Rząd szykuje zmiany, które mogą zamienić spokojne osiedla w pola bitew o wiatraki. Jeśli nowe przepisy wejdą w życie, każdy właściciel działki będzie mógł postawić przy domu turbinę wiatrową o wysokości nawet 12 metrów – bez pozwolenia na budowę i bez pytania sąsiadów o zdanie!

Wiatrak za oknem? Nic nie zrobisz!
Nowelizacja prawa budowlanego, nad którą właśnie pracuje Sejm, ma „ułatwić rozwój odnawialnych źródeł energii”. W praktyce oznacza to, że na zgłoszenie będzie można wstawić wiatrak, który ma produkować prąd na potrzeby własne domowników. Wystarczy projekt techniczny i plan zagospodarowania terenu – żadnych pozwoleń, żadnych konsultacji z sąsiadami!
To oznacza, że już niedługo za płotem może stanąć potężna konstrukcja, która nie tylko hałasuje, ale też psuje widok i obniża wartość nieruchomości.

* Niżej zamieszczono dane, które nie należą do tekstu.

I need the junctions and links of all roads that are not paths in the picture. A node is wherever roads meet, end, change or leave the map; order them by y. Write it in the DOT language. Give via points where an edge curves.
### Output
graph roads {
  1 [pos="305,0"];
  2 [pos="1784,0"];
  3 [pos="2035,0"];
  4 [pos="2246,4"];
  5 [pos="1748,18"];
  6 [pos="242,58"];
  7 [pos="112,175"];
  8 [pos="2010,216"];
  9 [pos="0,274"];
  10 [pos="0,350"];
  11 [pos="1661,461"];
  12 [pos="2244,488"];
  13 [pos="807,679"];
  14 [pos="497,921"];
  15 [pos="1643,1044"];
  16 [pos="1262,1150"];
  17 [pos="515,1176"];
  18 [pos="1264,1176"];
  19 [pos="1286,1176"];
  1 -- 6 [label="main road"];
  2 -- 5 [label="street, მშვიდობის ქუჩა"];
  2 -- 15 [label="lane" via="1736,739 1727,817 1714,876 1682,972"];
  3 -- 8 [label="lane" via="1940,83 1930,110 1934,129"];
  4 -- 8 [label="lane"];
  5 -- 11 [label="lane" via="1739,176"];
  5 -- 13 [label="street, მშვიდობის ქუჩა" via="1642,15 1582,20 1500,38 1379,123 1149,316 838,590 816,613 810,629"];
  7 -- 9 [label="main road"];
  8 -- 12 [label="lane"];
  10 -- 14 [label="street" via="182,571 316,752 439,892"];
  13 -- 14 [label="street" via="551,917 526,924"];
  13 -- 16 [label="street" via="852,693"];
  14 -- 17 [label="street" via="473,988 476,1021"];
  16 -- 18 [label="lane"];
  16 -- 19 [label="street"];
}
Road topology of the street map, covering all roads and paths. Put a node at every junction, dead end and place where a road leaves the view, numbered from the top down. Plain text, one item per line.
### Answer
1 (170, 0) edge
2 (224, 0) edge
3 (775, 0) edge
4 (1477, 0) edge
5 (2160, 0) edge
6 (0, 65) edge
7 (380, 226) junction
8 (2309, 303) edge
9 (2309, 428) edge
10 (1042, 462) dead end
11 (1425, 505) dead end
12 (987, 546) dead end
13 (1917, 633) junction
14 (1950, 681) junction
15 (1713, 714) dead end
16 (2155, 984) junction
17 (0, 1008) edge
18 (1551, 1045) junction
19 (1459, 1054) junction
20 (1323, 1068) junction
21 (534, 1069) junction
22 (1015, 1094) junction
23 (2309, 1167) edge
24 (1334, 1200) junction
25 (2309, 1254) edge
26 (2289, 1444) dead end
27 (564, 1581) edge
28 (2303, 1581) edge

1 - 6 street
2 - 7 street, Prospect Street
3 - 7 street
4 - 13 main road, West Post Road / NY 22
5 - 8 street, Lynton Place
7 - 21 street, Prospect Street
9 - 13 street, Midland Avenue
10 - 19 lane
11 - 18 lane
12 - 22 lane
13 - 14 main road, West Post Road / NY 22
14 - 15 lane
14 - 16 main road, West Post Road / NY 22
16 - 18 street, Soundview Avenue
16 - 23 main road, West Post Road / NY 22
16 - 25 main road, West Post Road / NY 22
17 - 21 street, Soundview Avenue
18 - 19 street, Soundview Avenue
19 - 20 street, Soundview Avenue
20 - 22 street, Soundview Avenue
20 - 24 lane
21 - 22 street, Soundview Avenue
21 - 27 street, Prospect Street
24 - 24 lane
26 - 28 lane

Ministerstwo uspokaja, eksperci ostrzegają
– Już teraz można stawiać maszty powyżej 3 metrów na zgłoszenie. My tylko doprecyzowujemy przepisy, żeby nie było zarzutów o naruszenie stosunków sąsiedzkich – tłumaczy Monika Wróblewska z Ministerstwa Rozwoju i Technologii.
Ale eksperci nie mają złudzeń – to niepozorne ułatwienie może doprowadzić do fali konfliktów sąsiedzkich i chaosu przestrzennego. Nikt nie będzie miał wpływu na to, co stanie za jego ogrodzeniem.
Mało prądu, dużo hałasu
Co więcej, same mikroinstalacje mają produkować niewielkie ilości energii, wystarczające co najwyżej na potrzeby jednego domu. – To nie są wiatraki, które zasilą osiedla czy wsie. To raczej symboliczna energia, a uciążliwość może być realna – komentują specjaliści.
Zielona energia kosztem spokoju?
Rząd tłumaczy zmiany koniecznością przyspieszenia inwestycji w OZE. Jednak dla wielu mieszkańców to zapowiedź bałaganu, hałasu i niekończących się kłótni o wiatraki.
Jeśli projekt przejdzie w obecnym kształcie, już wkrótce wiatraki mogą wyrastać tuż obok okien i ogródków, a sąsiedzi – choćby nie wiem jak protestowali – nie będą mogli nic zrobić.